For public health professionals, this means that the negative effects of the FTO genotype do not preclude weight loss measures.

FTO gene holders

More importantly, the research team found that the response to weight loss measures for people with the FTO risk gene was similar among men and women, young and old, and people of different races. However, most of the people in this study were Caucasians, and a smaller number were black or African / American, Hispanic, and Chinese. The research team said further studies should examine the effect of FTOs on weight loss in other racial groups. In addition, the effect of other obesity-related genes on weight loss has yet to be investigated.
In a related editorial at BMJ, Dr.

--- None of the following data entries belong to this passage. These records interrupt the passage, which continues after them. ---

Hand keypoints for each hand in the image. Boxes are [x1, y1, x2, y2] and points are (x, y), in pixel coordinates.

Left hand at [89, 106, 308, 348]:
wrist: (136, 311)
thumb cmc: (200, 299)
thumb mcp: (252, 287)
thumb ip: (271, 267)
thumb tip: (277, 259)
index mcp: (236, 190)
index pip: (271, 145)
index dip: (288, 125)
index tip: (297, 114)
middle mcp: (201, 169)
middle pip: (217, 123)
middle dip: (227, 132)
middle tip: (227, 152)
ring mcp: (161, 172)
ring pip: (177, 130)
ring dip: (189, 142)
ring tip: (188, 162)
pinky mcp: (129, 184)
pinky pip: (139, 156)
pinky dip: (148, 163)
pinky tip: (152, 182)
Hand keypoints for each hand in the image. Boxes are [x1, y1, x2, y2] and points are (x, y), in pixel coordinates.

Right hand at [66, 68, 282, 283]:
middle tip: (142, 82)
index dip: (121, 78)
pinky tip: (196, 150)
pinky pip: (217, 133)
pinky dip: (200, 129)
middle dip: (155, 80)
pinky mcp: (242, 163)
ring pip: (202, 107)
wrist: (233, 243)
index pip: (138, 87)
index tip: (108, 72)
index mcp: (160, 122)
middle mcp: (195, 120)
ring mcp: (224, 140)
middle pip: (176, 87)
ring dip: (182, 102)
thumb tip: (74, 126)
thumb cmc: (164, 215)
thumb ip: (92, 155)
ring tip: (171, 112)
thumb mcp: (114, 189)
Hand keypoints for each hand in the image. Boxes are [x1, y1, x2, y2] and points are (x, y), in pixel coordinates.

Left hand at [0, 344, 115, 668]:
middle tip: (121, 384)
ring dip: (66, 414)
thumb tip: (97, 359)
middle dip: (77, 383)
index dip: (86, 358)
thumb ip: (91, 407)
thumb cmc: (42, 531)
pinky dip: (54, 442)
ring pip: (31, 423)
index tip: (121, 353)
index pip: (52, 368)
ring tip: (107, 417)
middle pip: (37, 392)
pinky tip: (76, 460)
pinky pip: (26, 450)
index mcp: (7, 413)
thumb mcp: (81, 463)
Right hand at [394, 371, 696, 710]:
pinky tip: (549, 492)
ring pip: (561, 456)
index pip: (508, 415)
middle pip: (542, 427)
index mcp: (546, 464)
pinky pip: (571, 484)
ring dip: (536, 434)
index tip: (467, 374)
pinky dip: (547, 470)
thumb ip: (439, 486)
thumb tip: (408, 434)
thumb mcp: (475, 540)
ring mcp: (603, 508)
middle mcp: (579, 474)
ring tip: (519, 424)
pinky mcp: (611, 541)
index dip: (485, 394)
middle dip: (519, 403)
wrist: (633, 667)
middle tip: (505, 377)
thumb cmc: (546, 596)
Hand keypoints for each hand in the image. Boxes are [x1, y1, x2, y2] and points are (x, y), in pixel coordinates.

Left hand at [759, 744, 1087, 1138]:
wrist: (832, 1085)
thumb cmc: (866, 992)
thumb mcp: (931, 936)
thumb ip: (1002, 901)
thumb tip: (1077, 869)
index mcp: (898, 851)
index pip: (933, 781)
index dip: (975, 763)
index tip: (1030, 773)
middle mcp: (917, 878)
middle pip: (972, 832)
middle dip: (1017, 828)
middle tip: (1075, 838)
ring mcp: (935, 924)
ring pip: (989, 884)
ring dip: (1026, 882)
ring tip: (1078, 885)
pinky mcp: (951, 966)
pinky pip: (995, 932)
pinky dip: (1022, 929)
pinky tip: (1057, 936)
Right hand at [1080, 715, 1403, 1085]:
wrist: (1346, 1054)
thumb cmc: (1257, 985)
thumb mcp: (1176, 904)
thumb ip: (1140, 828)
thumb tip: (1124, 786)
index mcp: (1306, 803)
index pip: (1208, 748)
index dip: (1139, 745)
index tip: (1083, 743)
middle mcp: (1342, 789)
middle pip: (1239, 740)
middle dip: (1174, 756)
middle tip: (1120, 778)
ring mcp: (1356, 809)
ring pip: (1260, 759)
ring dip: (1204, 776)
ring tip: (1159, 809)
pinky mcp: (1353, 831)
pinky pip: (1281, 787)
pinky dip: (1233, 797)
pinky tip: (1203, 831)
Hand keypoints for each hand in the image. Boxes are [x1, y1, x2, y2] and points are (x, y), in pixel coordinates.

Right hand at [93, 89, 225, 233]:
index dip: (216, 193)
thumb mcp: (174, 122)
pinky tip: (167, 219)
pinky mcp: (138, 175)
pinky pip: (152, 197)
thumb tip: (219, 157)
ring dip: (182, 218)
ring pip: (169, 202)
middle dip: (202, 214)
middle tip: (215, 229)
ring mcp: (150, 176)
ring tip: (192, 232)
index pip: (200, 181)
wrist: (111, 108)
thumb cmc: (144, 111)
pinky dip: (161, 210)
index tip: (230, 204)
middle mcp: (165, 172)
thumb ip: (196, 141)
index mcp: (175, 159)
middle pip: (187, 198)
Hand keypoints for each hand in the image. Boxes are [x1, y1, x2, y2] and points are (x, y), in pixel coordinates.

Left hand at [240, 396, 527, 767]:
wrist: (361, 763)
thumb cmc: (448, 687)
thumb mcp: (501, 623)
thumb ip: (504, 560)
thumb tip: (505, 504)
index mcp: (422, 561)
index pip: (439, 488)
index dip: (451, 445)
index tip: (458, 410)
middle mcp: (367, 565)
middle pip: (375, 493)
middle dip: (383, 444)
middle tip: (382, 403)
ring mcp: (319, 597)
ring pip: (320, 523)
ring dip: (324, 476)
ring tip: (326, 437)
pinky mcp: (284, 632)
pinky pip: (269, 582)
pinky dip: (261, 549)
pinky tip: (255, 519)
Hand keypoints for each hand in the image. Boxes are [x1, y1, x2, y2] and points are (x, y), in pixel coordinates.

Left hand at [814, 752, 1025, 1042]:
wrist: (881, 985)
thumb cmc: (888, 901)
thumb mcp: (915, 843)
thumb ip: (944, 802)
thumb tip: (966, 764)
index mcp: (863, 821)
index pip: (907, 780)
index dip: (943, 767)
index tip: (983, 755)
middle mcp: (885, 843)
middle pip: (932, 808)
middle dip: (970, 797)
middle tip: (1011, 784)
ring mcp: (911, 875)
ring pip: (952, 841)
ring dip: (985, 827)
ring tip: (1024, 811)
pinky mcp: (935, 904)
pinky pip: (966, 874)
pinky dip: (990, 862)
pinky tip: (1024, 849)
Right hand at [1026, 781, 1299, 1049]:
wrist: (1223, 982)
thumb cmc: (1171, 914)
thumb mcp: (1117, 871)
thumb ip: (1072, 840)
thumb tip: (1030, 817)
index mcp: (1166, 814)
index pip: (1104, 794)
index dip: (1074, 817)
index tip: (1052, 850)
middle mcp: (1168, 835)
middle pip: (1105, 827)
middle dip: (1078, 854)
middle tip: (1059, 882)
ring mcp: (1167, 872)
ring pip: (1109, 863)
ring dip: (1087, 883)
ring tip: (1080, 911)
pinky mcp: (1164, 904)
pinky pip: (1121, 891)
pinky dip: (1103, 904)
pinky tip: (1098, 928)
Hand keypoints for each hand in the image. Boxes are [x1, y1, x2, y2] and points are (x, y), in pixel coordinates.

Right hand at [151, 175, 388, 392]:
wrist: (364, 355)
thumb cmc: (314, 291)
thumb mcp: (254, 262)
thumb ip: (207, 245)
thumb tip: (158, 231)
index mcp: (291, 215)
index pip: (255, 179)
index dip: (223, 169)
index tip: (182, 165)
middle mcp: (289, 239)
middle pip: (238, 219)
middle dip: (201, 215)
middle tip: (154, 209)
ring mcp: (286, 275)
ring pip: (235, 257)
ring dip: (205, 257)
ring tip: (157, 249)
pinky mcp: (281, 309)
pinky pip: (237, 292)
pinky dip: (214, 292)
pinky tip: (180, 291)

Ellison Ted Stone said the causes of obesity are many and complex, but current evidence suggests that these causes do not fit very well into genes.
He argues that focusing on actions based on each person’s genome does not work, at least in the short term, if we are to reverse the trend of obesity. Instead, re-modifying research that addresses the overall purpose of the system, including environmental stimuli, can be of greater benefit to people in the long run.